RECORDS FOR THIS EXERCISE below:

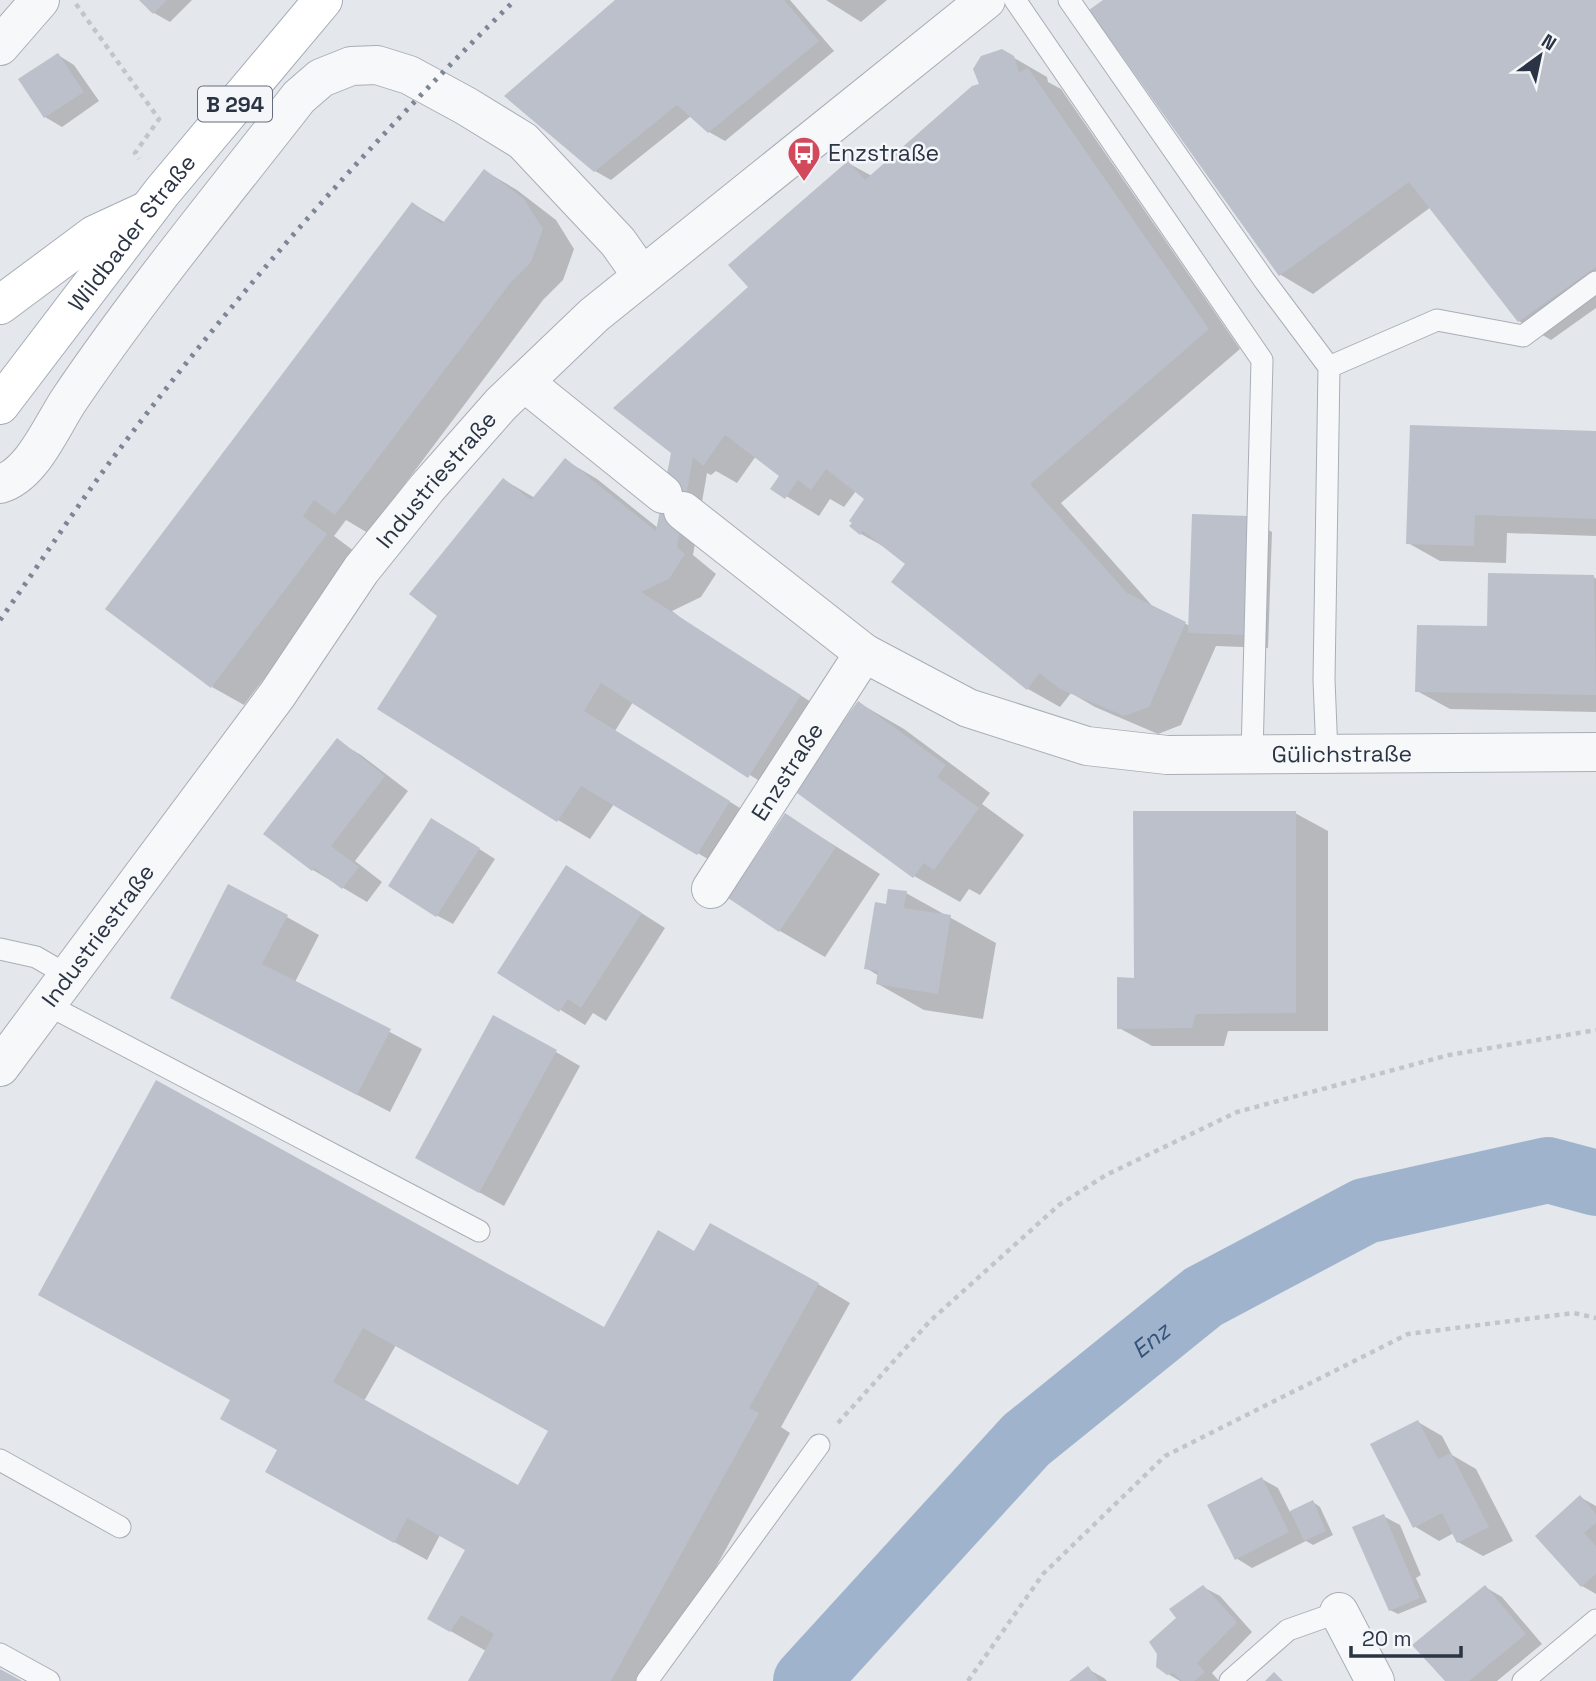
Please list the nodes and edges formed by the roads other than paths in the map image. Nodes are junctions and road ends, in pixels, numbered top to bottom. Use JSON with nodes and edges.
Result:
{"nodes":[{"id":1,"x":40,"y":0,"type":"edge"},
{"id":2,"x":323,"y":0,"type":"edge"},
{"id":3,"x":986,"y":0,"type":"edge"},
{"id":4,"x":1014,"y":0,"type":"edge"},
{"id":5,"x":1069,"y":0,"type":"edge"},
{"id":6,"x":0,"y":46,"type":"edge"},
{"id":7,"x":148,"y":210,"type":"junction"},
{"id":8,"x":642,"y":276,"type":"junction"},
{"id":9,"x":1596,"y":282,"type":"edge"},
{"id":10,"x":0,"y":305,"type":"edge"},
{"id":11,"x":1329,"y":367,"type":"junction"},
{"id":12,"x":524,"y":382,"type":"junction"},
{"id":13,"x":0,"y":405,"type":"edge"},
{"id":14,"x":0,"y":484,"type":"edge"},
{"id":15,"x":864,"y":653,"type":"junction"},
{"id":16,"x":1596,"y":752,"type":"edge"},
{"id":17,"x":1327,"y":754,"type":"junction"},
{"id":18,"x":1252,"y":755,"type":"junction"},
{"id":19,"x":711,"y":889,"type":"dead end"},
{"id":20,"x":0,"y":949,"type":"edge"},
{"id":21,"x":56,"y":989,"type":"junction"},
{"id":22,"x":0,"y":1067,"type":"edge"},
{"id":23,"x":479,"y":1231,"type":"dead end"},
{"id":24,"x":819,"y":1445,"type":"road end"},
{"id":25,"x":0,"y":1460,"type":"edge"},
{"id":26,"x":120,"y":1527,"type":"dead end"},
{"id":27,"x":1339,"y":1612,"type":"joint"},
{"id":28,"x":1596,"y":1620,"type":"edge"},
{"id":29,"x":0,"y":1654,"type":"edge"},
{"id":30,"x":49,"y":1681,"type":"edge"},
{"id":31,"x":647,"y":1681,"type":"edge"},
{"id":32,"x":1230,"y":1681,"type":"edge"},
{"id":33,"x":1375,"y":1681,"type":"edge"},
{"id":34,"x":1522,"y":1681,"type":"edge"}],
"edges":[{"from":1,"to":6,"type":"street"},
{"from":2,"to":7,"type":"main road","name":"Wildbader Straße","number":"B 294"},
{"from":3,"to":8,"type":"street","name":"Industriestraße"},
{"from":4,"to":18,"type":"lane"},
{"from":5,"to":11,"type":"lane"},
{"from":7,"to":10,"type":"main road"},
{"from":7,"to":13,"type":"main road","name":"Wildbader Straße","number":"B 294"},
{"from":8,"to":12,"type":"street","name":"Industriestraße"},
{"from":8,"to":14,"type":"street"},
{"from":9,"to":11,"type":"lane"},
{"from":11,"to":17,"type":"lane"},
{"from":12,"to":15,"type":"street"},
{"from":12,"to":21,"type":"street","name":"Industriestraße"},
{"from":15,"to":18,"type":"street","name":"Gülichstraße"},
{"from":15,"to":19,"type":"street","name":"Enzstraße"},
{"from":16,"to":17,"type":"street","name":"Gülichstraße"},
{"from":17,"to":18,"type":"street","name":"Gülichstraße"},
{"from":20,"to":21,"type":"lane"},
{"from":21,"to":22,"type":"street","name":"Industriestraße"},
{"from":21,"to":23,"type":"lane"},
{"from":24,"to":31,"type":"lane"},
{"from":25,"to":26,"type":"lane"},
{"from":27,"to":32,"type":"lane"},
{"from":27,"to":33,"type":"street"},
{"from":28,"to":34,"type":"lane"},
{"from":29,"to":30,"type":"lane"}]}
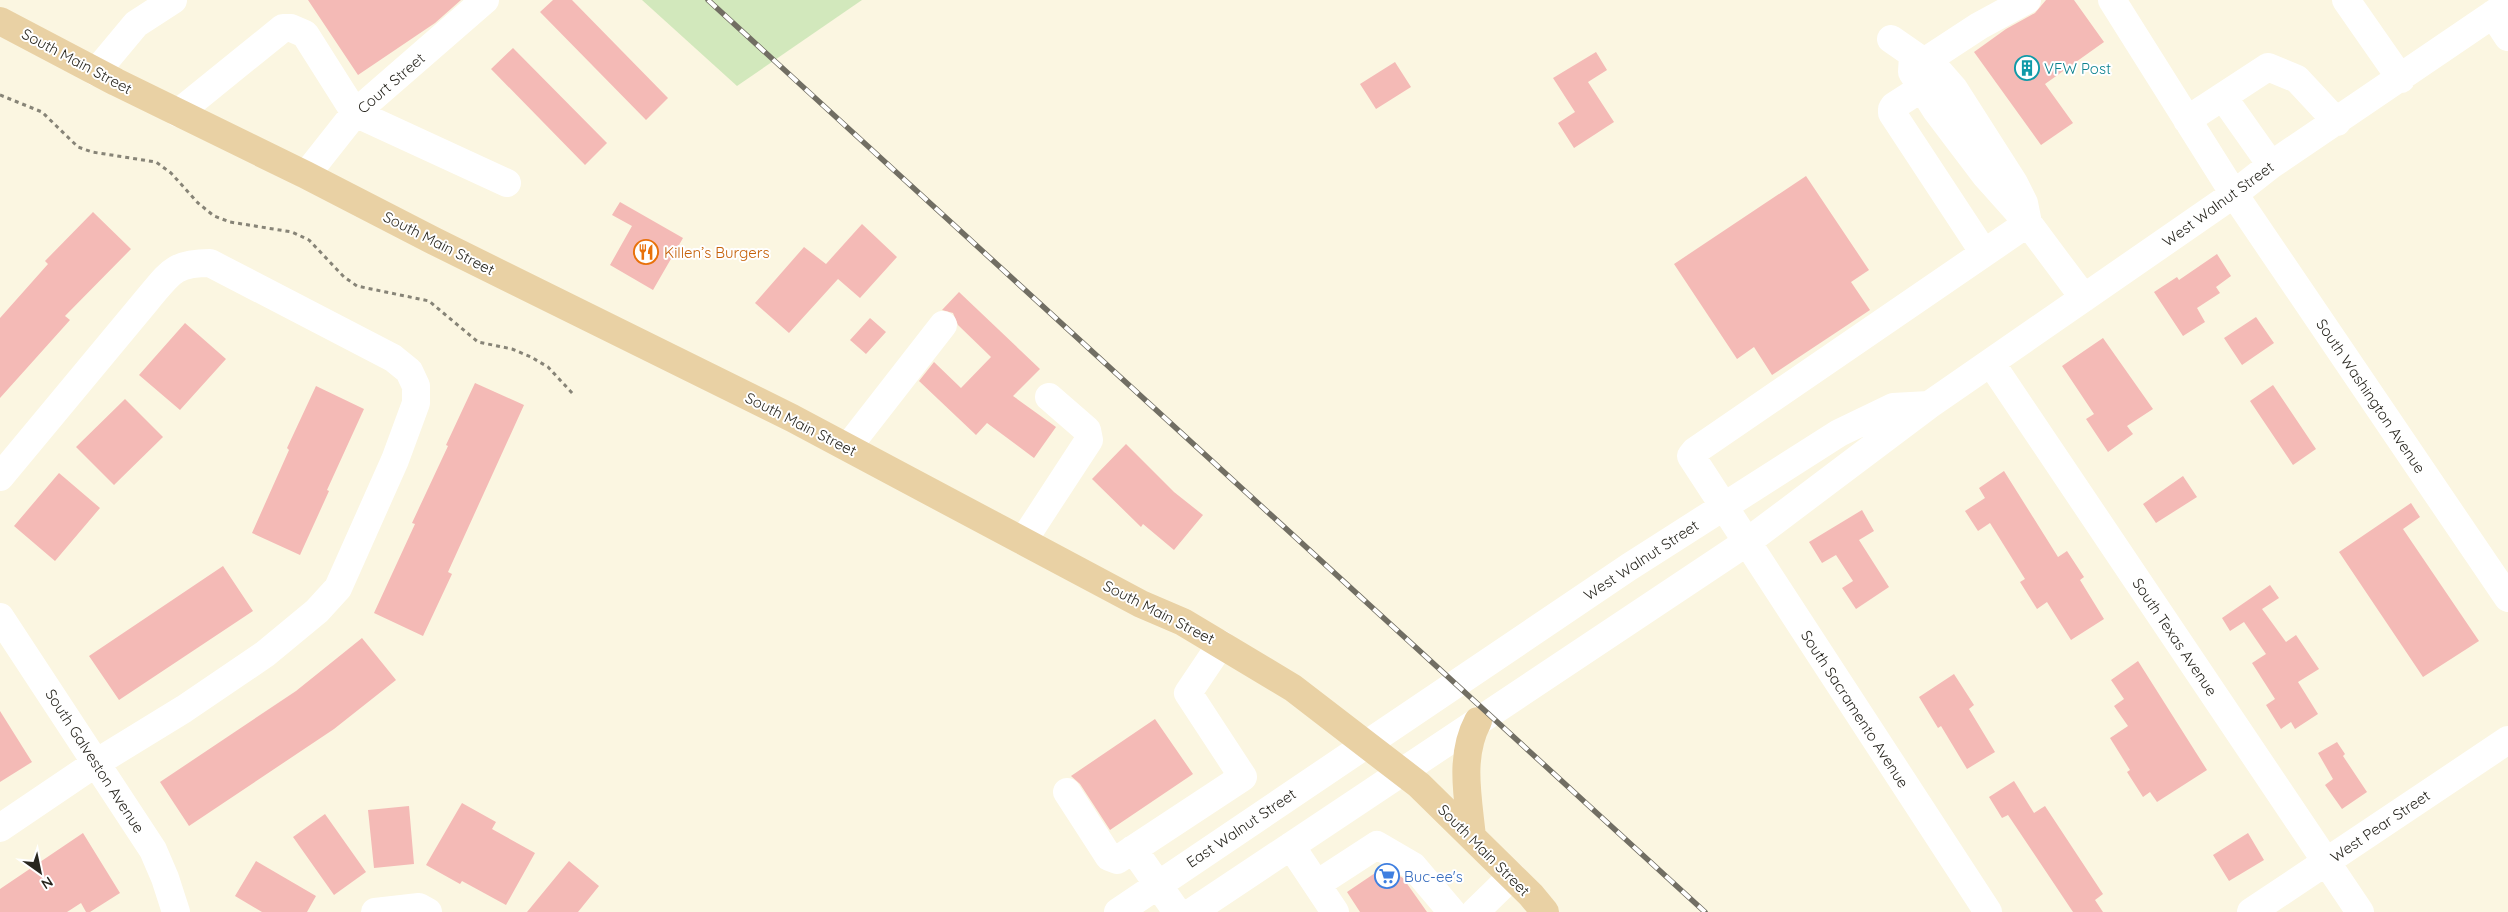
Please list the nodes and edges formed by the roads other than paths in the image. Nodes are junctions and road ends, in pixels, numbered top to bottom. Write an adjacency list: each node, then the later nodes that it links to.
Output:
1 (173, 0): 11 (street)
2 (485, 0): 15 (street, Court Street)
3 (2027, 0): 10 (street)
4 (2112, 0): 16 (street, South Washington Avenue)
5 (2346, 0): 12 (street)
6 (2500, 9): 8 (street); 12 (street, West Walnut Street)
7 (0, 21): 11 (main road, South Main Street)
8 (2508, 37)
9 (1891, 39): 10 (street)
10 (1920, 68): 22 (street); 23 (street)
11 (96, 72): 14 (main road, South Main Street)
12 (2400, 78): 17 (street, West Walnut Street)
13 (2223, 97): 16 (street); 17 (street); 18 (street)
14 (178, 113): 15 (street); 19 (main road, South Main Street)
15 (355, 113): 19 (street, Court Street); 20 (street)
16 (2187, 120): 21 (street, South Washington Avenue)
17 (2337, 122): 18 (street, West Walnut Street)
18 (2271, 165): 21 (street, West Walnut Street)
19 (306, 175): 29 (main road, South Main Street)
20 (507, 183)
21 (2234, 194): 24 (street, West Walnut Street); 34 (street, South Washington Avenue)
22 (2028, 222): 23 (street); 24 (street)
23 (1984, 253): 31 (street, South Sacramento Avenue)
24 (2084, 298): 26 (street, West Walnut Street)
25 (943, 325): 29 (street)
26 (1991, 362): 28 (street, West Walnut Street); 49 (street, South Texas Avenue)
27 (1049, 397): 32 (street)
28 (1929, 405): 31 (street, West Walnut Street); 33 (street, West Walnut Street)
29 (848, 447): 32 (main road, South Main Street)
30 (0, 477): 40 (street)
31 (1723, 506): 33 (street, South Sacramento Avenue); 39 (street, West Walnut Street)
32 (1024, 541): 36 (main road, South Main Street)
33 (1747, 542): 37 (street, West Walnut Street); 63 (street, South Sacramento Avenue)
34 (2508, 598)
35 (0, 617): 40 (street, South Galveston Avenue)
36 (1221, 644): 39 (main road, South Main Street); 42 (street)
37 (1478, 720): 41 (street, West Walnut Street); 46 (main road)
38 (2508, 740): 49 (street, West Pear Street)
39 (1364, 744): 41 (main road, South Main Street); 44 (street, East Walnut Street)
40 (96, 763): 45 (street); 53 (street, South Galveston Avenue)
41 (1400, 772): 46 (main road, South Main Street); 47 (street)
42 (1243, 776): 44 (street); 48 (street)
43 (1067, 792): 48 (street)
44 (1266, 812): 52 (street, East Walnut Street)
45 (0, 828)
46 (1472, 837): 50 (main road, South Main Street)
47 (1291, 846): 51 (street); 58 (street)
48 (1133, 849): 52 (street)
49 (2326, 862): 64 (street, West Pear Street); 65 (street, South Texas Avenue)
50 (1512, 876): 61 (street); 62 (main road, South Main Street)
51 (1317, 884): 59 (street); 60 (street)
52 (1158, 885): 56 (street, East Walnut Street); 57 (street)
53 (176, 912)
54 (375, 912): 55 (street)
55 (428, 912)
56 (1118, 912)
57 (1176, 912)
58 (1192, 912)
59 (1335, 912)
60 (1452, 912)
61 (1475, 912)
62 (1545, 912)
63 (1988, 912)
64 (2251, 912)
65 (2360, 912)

End of RECORDS FOR THIS EXERCISE.

### WHAT NEEDS TO BE DONE
This exercise needs every line of the listing that contains the word "Industriestraße".

### ANSWER AREA
{"from":3,"to":8,"type":"street","name":"Industriestraße"},
{"from":8,"to":12,"type":"street","name":"Industriestraße"},
{"from":12,"to":21,"type":"street","name":"Industriestraße"},
{"from":21,"to":22,"type":"street","name":"Industriestraße"},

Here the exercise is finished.